Exercise details:
Find the line containing "p.setColor(0xff542b00);". Reproduce it and every line after it up to the end of the records, exactly as written.

(Beginning of Data for the task)

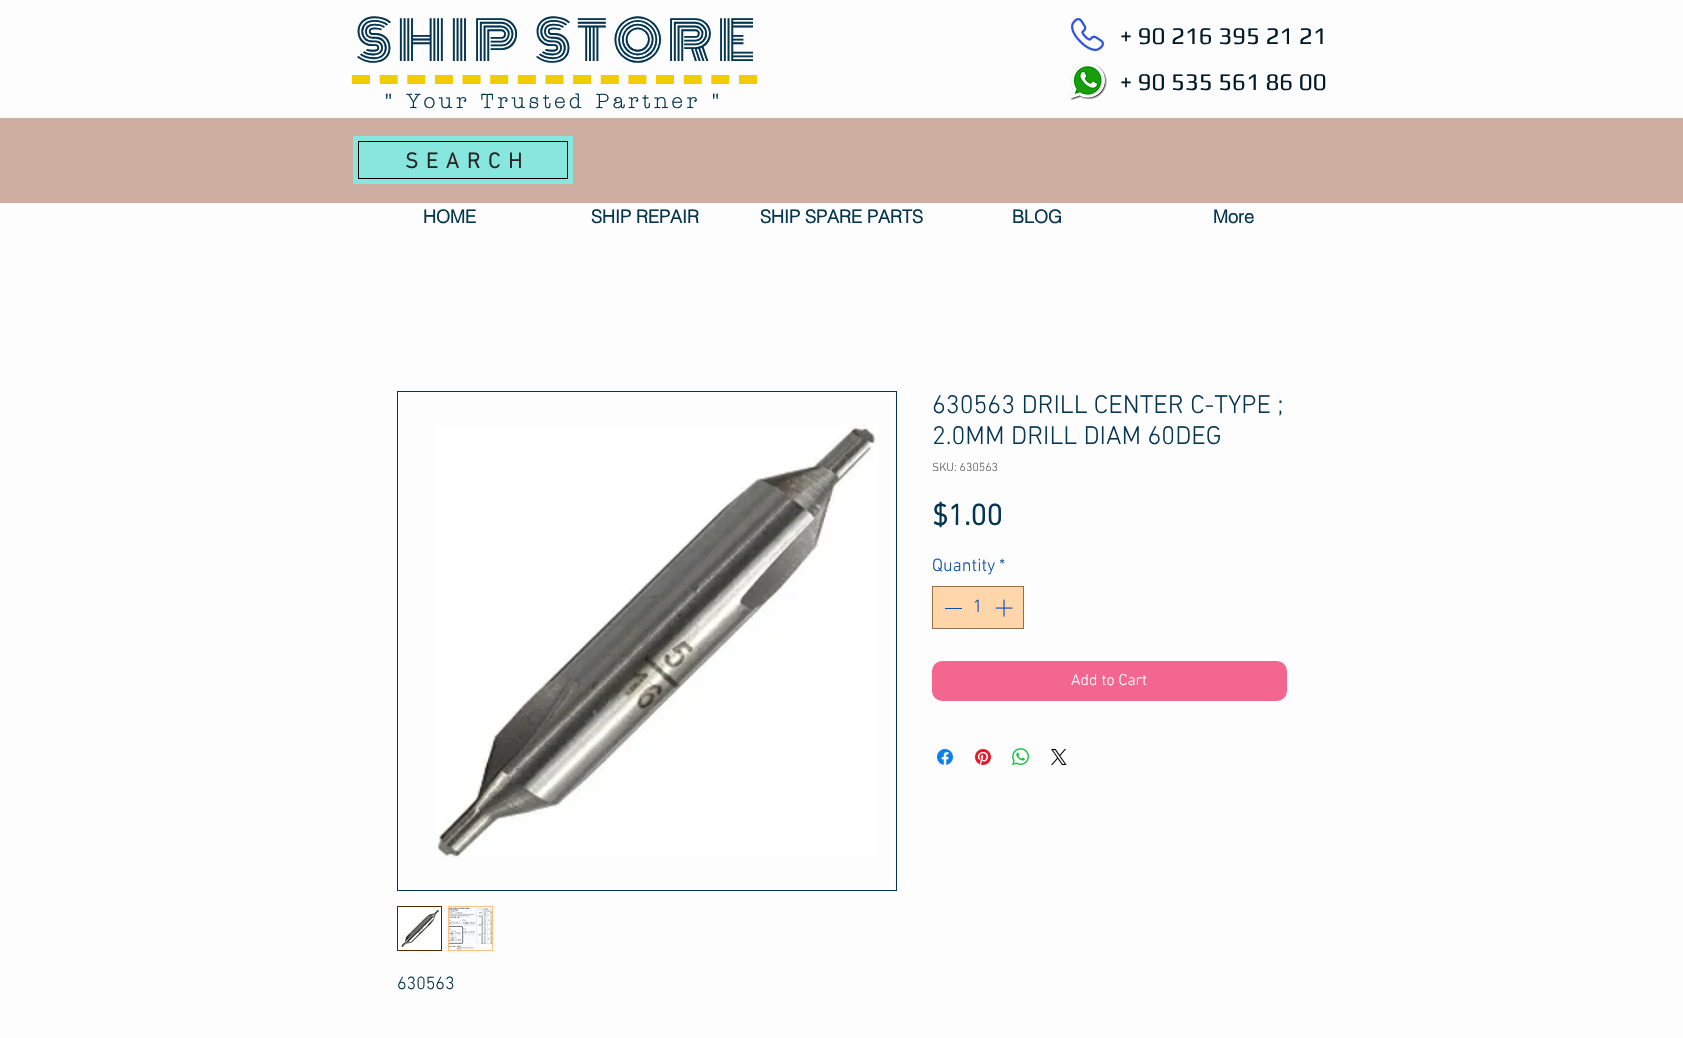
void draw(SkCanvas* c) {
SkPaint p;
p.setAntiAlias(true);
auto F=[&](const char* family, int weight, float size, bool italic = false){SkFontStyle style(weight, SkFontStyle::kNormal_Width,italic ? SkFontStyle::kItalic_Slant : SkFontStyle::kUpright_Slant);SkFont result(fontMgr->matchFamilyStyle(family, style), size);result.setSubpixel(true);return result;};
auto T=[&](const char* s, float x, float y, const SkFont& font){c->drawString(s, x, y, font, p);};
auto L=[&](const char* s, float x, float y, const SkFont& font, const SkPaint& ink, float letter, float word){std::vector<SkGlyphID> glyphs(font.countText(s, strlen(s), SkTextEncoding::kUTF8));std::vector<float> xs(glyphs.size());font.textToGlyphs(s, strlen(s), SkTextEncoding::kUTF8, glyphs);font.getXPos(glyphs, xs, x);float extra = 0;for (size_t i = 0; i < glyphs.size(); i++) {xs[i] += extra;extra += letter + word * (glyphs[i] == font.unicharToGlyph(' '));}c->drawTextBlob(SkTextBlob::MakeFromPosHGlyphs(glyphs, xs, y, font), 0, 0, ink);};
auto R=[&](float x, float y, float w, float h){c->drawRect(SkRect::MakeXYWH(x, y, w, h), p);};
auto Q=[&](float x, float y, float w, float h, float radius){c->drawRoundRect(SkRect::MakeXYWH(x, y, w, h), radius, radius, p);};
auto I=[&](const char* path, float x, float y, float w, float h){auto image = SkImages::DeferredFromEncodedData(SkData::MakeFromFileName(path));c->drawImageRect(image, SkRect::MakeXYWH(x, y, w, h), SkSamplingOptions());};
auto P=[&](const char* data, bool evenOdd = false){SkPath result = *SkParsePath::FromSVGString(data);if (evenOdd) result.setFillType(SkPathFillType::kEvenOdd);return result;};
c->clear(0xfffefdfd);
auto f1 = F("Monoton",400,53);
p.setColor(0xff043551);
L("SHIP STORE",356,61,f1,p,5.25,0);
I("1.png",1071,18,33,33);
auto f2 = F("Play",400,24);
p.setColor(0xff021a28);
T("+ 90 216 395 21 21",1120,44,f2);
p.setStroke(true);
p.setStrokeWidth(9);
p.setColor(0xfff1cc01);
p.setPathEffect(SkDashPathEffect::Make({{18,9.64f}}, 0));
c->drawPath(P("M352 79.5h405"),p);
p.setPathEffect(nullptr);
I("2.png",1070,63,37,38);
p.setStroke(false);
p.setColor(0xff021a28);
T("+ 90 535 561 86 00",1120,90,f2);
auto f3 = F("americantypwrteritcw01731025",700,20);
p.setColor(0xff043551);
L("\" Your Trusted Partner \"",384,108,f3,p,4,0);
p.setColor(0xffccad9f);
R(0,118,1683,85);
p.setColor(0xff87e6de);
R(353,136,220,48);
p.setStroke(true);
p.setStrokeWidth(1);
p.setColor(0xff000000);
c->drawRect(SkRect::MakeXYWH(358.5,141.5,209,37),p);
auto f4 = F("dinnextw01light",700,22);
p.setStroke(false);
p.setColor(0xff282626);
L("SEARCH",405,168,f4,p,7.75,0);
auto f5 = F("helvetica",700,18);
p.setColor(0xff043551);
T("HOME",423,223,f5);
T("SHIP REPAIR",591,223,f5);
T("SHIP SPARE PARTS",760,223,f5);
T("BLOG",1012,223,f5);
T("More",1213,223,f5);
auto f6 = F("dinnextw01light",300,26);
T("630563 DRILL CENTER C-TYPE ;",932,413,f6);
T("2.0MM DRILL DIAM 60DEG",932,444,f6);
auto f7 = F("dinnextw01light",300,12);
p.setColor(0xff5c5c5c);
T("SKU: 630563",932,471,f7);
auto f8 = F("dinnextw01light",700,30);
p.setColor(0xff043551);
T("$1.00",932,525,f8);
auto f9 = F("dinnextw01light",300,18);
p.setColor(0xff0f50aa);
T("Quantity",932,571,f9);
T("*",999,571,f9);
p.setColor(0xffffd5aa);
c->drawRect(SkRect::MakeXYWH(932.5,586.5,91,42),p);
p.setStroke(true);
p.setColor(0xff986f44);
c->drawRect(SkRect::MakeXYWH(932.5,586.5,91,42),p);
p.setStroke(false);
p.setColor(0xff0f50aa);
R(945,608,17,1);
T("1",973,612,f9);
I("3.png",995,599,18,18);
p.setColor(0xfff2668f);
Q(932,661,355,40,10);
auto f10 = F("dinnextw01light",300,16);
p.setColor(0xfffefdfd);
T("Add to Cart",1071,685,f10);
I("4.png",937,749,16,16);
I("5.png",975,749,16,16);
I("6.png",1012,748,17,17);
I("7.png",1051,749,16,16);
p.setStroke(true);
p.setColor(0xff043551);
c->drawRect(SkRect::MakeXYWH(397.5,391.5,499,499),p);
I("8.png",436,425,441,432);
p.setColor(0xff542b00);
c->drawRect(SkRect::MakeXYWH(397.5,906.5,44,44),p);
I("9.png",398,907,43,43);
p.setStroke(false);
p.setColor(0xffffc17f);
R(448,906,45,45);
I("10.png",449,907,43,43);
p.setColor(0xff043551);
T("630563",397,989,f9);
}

(End of Data for the task)

Answer space:
p.setColor(0xff542b00);
c->drawRect(SkRect::MakeXYWH(397.5,906.5,44,44),p);
I("9.png",398,907,43,43);
p.setStroke(false);
p.setColor(0xffffc17f);
R(448,906,45,45);
I("10.png",449,907,43,43);
p.setColor(0xff043551);
T("630563",397,989,f9);
}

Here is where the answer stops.